Segment Start: Material provided
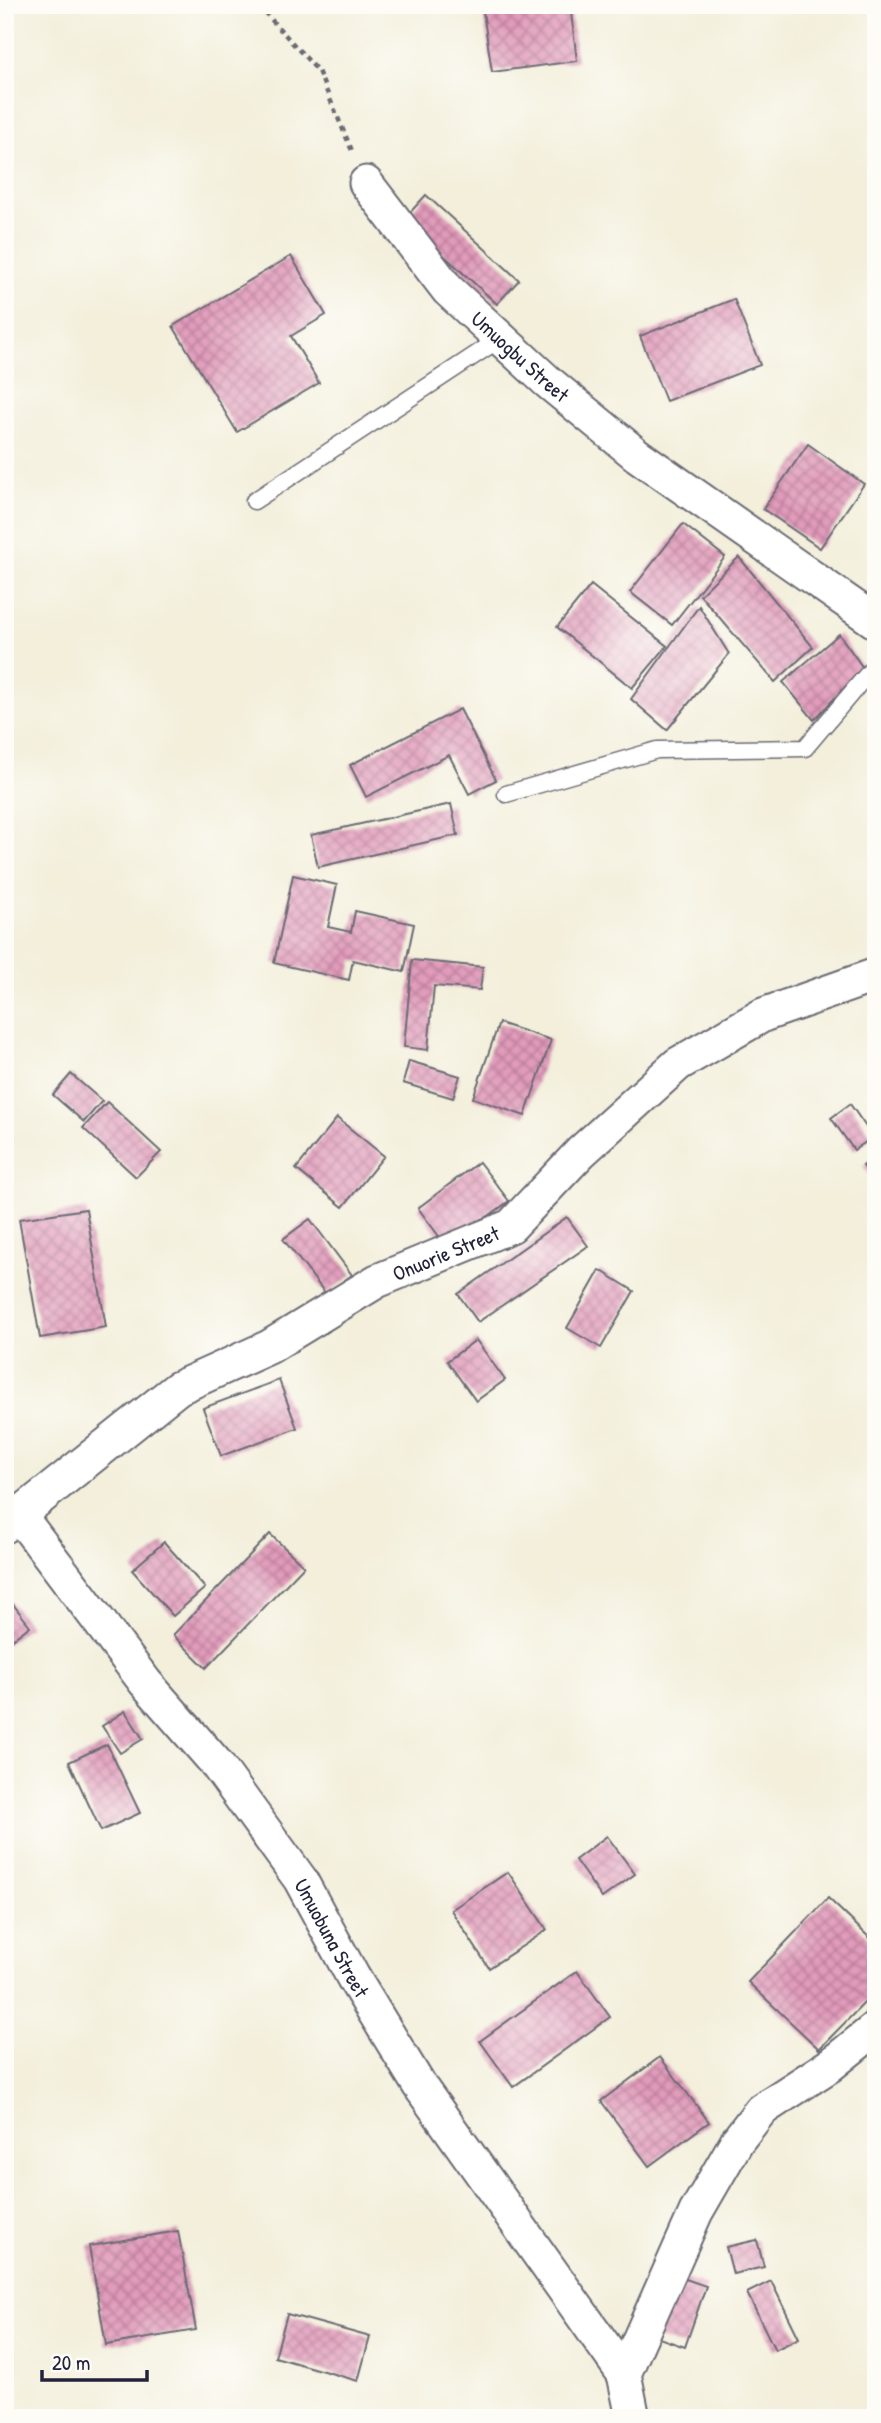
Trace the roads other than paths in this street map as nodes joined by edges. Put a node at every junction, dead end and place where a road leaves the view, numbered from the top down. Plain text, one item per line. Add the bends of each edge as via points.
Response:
1 (366, 183) road end
2 (501, 338) junction
3 (254, 501) dead end
4 (876, 622) edge
5 (876, 664) edge
6 (506, 794) dead end
7 (876, 975) edge
8 (12, 1520) edge
9 (876, 2028) edge
10 (624, 2374) junction
11 (633, 2418) edge

1 - 2 street, Umuogbu Street via 448,290
2 - 3 lane
2 - 4 street, Umuogbu Street via 637,455
5 - 6 lane via 805,748 657,750
7 - 8 street, Onuorie Street via 763,1015 678,1064 581,1152 511,1226 377,1281 269,1347 178,1388
8 - 10 street, Umuobuna Street via 215,1762 300,1879 419,2085
9 - 10 street via 829,2066 761,2110 737,2141 696,2212
10 - 11 street, Umuobuna Street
Segment End: Material provided
* **Instructions for the task**: With the pictures left out, return the listing above exactly as it stands.

* **Exercise solution**:
Trace the roads other than paths in this street map as nodes joined by edges. Put a node at every junction, dead end and place where a road leaves the view, numbered from the top down. Plain text, one item per line. Add the bends of each edge as via points.
Response:
1 (366, 183) road end
2 (501, 338) junction
3 (254, 501) dead end
4 (876, 622) edge
5 (876, 664) edge
6 (506, 794) dead end
7 (876, 975) edge
8 (12, 1520) edge
9 (876, 2028) edge
10 (624, 2374) junction
11 (633, 2418) edge

1 - 2 street, Umuogbu Street via 448,290
2 - 3 lane
2 - 4 street, Umuogbu Street via 637,455
5 - 6 lane via 805,748 657,750
7 - 8 street, Onuorie Street via 763,1015 678,1064 581,1152 511,1226 377,1281 269,1347 178,1388
8 - 10 street, Umuobuna Street via 215,1762 300,1879 419,2085
9 - 10 street via 829,2066 761,2110 737,2141 696,2212
10 - 11 street, Umuobuna Street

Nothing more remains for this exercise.